私たちの日々のビジネスは、自由で開かれた市場と、法に基づく秩序があってこそ成り立っている。
その背後には、表現の自由、基本的人権、法の支配、そして平和という、民主主義の根幹をなす土台がある。これらは多くの場合「当たり前」のものとして意識されない。しかし、この基盤が揺らげば、経済活動は萎縮し、社会の活力も失われていくだろう。
今回の参院選は、そうした土台の亀裂を感じさせるものであった。表面上は日常が保たれているように見えても、その下では着実に地殻変動が進行しているのではないか。
参政党の伸長は偶然ではない
その変化の象徴が、参政党の着実な伸長である。多くのメディアは同党を「過激」「陰謀論的」と一蹴するが、そうした表層的な評価では、事態の本質は見えてこない。参政党は全国規模で党員組織を拡大し、オンライン・オフライン双方で地道な教育活動を展開し、支持層との関係を築いてきた。
これは一過性のムーブメントではない。理念・戦略・組織が三位一体となった、現代型ポピュリズムの完成形とも言える。その成長の歩みは、むしろ民主主義政党として教科書通りのものですらある。
空白を放置した自民党右派の不作為
参政党の進出を許した最大の要因は、本来その支持層を取り込むべきだった自民党右派の沈黙ではなかったか。保守を掲げながらも、理念を明確に語らず、現場からも距離を取り、安全圏にとどまり続けた。
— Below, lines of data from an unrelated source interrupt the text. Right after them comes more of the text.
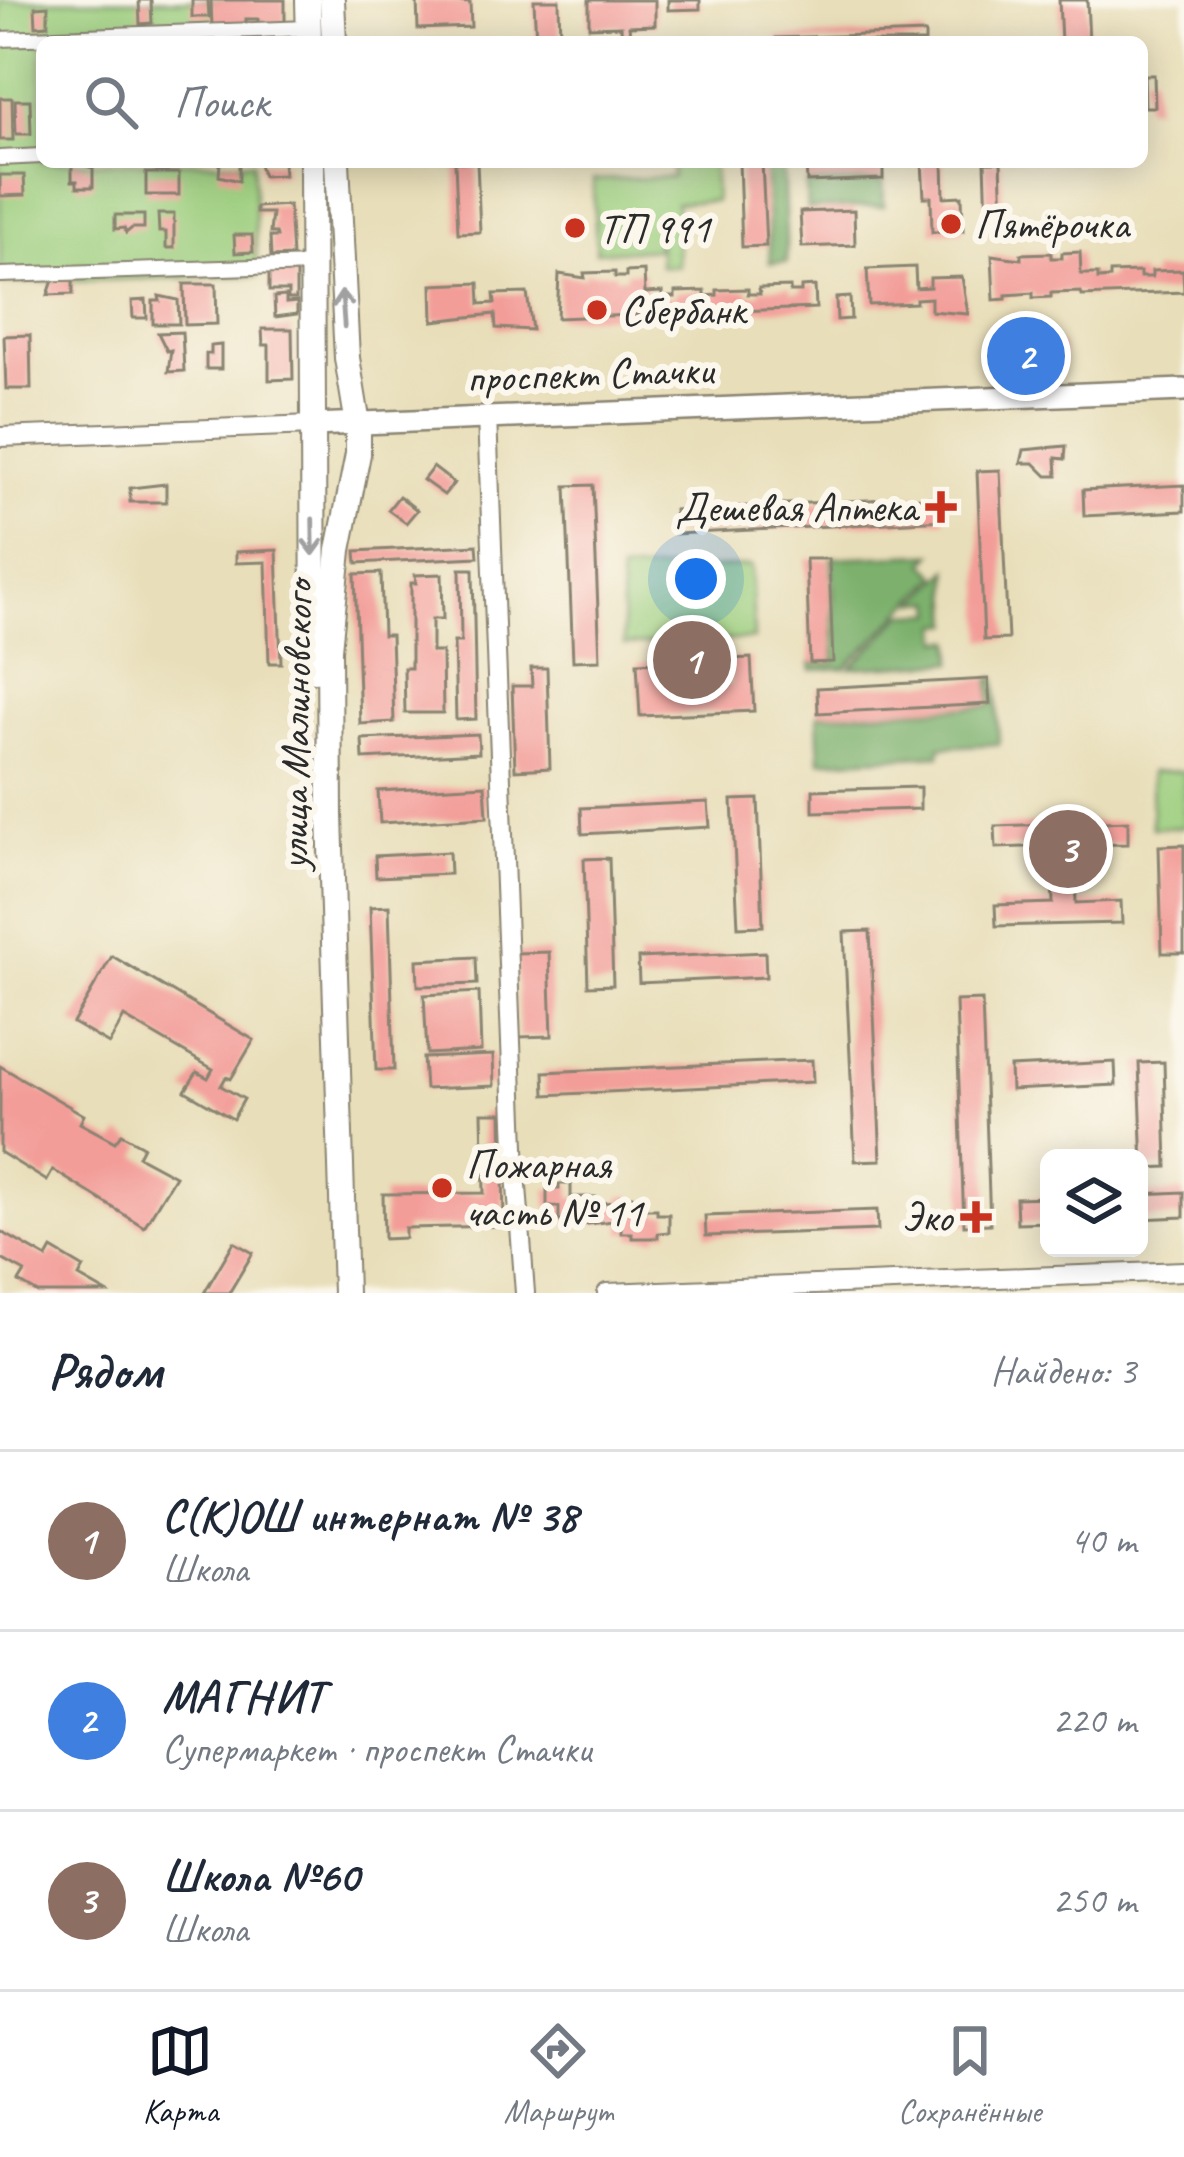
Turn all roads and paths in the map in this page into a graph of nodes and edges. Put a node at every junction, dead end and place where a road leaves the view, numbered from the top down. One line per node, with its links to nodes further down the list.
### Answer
1 (308, 0): 3 (highway)
2 (332, 0): 5 (highway)
3 (309, 35): 4 (street)
4 (232, 36)
5 (334, 36)
6 (0, 39): 7 (street)
7 (36, 39)
8 (36, 156): 9 (street)
9 (0, 158)
10 (312, 168): 12 (highway, улица Малиновского)
11 (337, 168): 16 (highway, улица Малиновского, one-way to 11)
12 (313, 265): 13 (street); 17 (highway, улица Малиновского)
13 (0, 275)
14 (1184, 390): 15 (main road, проспект Стачки)
15 (487, 416): 16 (main road, проспект Стачки); 22 (street)
16 (358, 424): 17 (main road, проспект Стачки); 21 (highway, улица Малиновского)
17 (314, 425): 18 (street, проспект Стачки); 20 (highway, улица Малиновского, one-way to 20)
18 (0, 437)
19 (1184, 1271): 23 (street)
20 (331, 1293)
21 (345, 1293)
22 (524, 1293)
23 (607, 1293)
その背景には、裏金問題をはじめとする構造的な失策があるのだろうが、驕りと緩みがあったことも否定できない。麻生派も高市早苗氏も、この一年ほとんど沈黙を貫いてきた。対岸の火事を見るように、動かず、語らず、問うべき課題を放置した。その結果、構造的な空白が生じ、そこに参政党が滑り込んだ。その責任は極めて重い。
新興勢力の明暗を分けたもの
新興勢力「再生の道」が掲げた理念は、確かにクリーンだった。しかし、組織づくりや選挙戦略の面では脆弱で、“藁の家”のごとく短期間で風に吹き飛ばされてしまった。しかも、掲げた政策は今の有権者にとってはややピントの外れた教育論に傾きすぎていた印象がある。
何が何でも勝ちに行くという執念のない組織に、人々は自らの命運を託そうとは思わない。一方、参政党は感情的レトリックを超えて、“煉瓦の家”のように足腰の強い支持基盤を築いていた。その差が、結果として明暗を分けたのだ。
今回の選挙は、「理念」だけでは政治を変えられず、「戦略」なき政党は脆いという現実を突きつけた。
民主主義的正当性とメディアの責任
もう一つ見逃してはならないのが、参政党が選挙という民主的手続きを通じて議席を得たという事実である。主張の賛否はともかく、有権者の投票によって合法的に選ばれた政治勢力を「民主主義の危機」と断じる言説は、選挙制度そのものの正当性を損なう危うさをはらんでいる。
思想や政策への批判は当然あるべきだ。しかし、「選ばれたこと」自体に疑義を呈するような態度は、かえって民主主義の根幹を揺るがす。
“正論疲れ”とサイレントマジョリティの存在
たとえば今、「愛煙党」が「禁煙に異議あり」と掲げて登場したら、意外と票を集めるかもしれない。現代の公共空間では、「正論」や「善さ」が支配的となり、異論を語ることすら憚られる空気がある。SDGs、多様性、気候変動──。それ自体は否定されるべきではないが、全員が肯定しなければならないような空気は、どこか不自由だ。
参政党は、そうした「語れなかった感情」に、居場所と旗印を与えた。神谷宗幣代表が「アンチの皆さん、ありがとう」と皮肉交じりに語るのは、ある意味で的を射ている。正論で押しつけようとする空気そのものが、参政党のインキュベーターになっていたのだ。
個人的には、こうした右派の台頭に対しては大いに脅威を感じる。しかし、世の中にそうした声を持つ人々がこれだけいたという事実は、重く受け止めるべきだろう。